The dialogue is far from a ‘true’ dialogue

The format of the economic dialogue does not allow for in-depth discussion. Hearings consist of three consecutive parts: (1) an approximately ten-minute presentation by the invited minister (usually the minister of finance or economics), (2) questions from MEPs from a set speaker list, and (3) a catch-the-eye session. For each MEP taking the floor, there is five minutes allocated to ask a question and receive an answer before the floor is given to someone new. It is questionable whether these five-minute slots work in practice as there is rarely time to pose follow-up questions. This makes the nature of the economic dialogue more of a barrage of questions and answers rather than a ‘true’ dialogue. The lack of follow-up questions does not allow MEPs to really challenge ministers as there is no time to contradict the answers given, ask for elaboration, or point out contradictions. If accountability is about asking for explanations and justification of political choices made – rather than pure information provision – then the economic dialogue still needs to go some way before it develops into a proper scrutiny mechanism. A better organisation and coordination of the issues raised by the political groups might allow for more focused hearings and a deeper exploration of issues.

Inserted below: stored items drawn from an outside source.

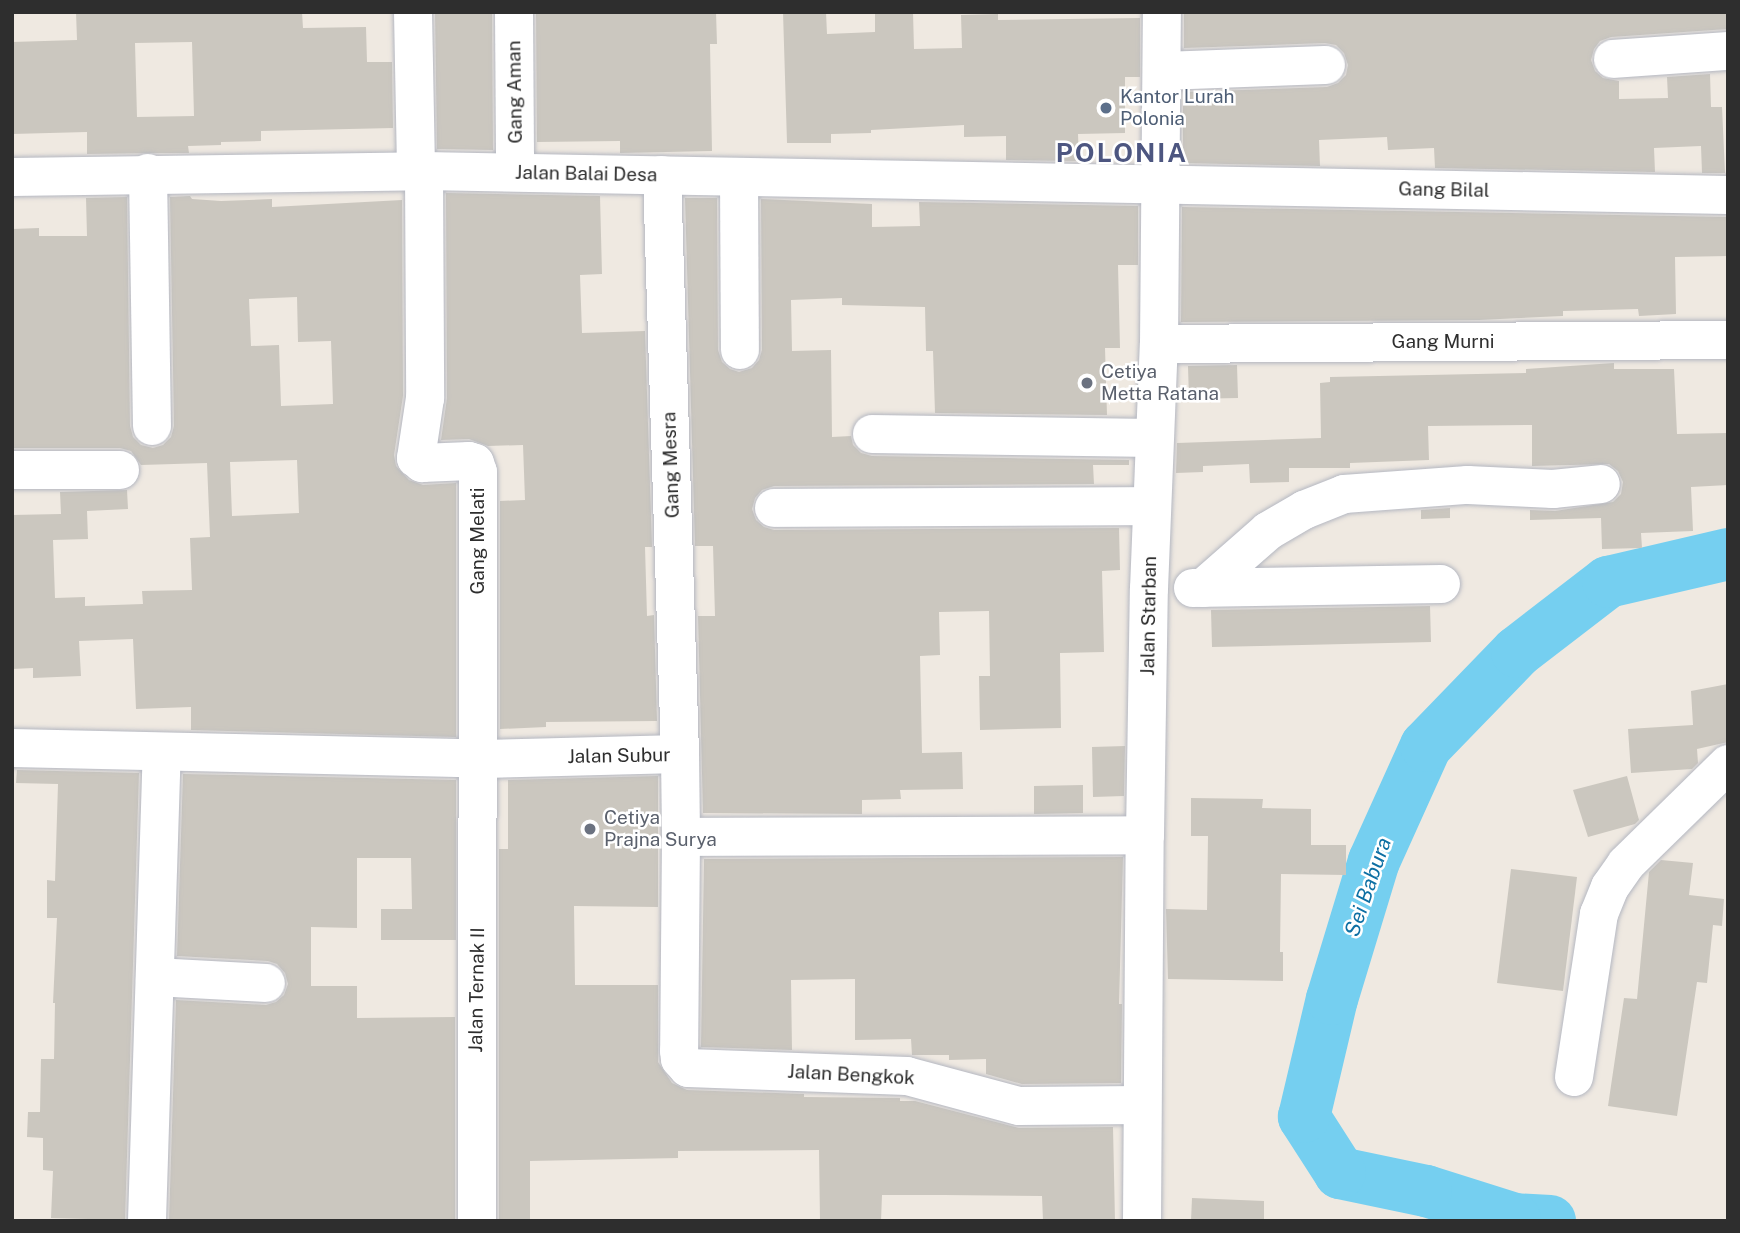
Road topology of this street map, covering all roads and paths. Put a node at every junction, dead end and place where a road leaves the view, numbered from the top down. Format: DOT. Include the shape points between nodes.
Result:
graph roads {
  1 [pos="413,12"];
  2 [pos="514,12"];
  3 [pos="1162,12"];
  4 [pos="1728,51"];
  5 [pos="1613,59"];
  6 [pos="1325,65"];
  7 [pos="1161,71"];
  8 [pos="420,171"];
  9 [pos="515,172"];
  10 [pos="148,173"];
  11 [pos="662,175"];
  12 [pos="12,177"];
  13 [pos="739,178"];
  14 [pos="1160,186"];
  15 [pos="1728,195"];
  16 [pos="1728,340"];
  17 [pos="1159,344"];
  18 [pos="740,349"];
  19 [pos="152,426"];
  20 [pos="872,434"];
  21 [pos="1153,438"];
  22 [pos="12,470"];
  23 [pos="120,470"];
  24 [pos="1601,484"];
  25 [pos="1152,506"];
  26 [pos="774,508"];
  27 [pos="1441,584"];
  28 [pos="1203,588"];
  29 [pos="1149,589"];
  30 [pos="12,748"];
  31 [pos="162,752"];
  32 [pos="680,754"];
  33 [pos="480,759"];
  34 [pos="1728,764"];
  35 [pos="1145,835"];
  36 [pos="681,837"];
  37 [pos="155,977"];
  38 [pos="266,983"];
  39 [pos="683,1065"];
  40 [pos="1574,1077"];
  41 [pos="1141,1105"];
  42 [pos="147,1221"];
  43 [pos="477,1221"];
  44 [pos="1142,1221"];
  1 -- 8 [label="street"];
  2 -- 9 [label="street, Gang Aman"];
  3 -- 7 [label="street, Jalan Starban"];
  4 -- 5 [label="street"];
  6 -- 7 [label="street"];
  7 -- 14 [label="street, Jalan Starban"];
  8 -- 9 [label="street, Jalan Balai Desa"];
  8 -- 10 [label="street, Jalan Balai Desa"];
  8 -- 33 [label="street, Gang Melati" via="425,398 416,458 422,463 469,461 478,472"];
  9 -- 11 [label="street, Jalan Balai Desa"];
  10 -- 12 [label="street, Jalan Balai Desa"];
  10 -- 19 [label="street"];
  11 -- 13 [label="street, Jalan Balai Desa"];
  11 -- 32 [label="street, Gang Mesra"];
  13 -- 14 [label="street, Jalan Balai Desa"];
  13 -- 18 [label="street"];
  14 -- 15 [label="street, Gang Bilal"];
  14 -- 17 [label="street, Jalan Starban"];
  16 -- 17 [label="street, Gang Murni"];
  17 -- 21 [label="street, Jalan Starban"];
  20 -- 21 [label="street"];
  21 -- 25 [label="street, Jalan Starban"];
  22 -- 23 [label="street"];
  24 -- 28 [label="street" via="1553,489 1468,485 1344,494 1268,531"];
  25 -- 26 [label="street"];
  25 -- 29 [label="street, Jalan Starban"];
  27 -- 28 [label="street"];
  28 -- 29 [label="street"];
  29 -- 35 [label="street, Jalan Starban"];
  30 -- 31 [label="street, Jalan Subur"];
  31 -- 33 [label="street, Jalan Subur"];
  31 -- 37 [label="street"];
  32 -- 33 [label="street, Jalan Subur"];
  32 -- 36 [label="street, Jalan Subur"];
  33 -- 43 [label="street, Jalan Ternak II"];
  34 -- 40 [label="street" via="1626,864 1609,887 1599,914"];
  35 -- 36 [label="street"];
  35 -- 41 [label="street, Jalan Starban"];
  36 -- 39 [label="street, Jalan Subur" via="679,1051"];
  37 -- 38 [label="street"];
  37 -- 42 [label="street"];
  39 -- 41 [label="street, Jalan Bengkok" via="907,1076 1019,1106"];
  41 -- 44 [label="street, Jalan Starban"];
}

Few MEPs ask relevant questions

Only few MEPs ask pertinent questions to member states, that is questions that go to the heart of the member state’s economic and financial problems. Many of the questions asked depart from the legal framework for the dialogue laid down in the Six-Pack and Two-Pack and concern broader economic issues often not related to the specific situation of the country under scrutiny. Better preparation on part of the MEPs might help to focus the questions better.

The above suggestions show that strengthening the economic dialogue needs to go further than only formalising the procedure. It is important to remember, however, that the dialogue is still a young initiative and is part of an ongoing learning process.

 

The author is writing in a personal capacity and the views do not represent the TransCrisis consortium as a whole.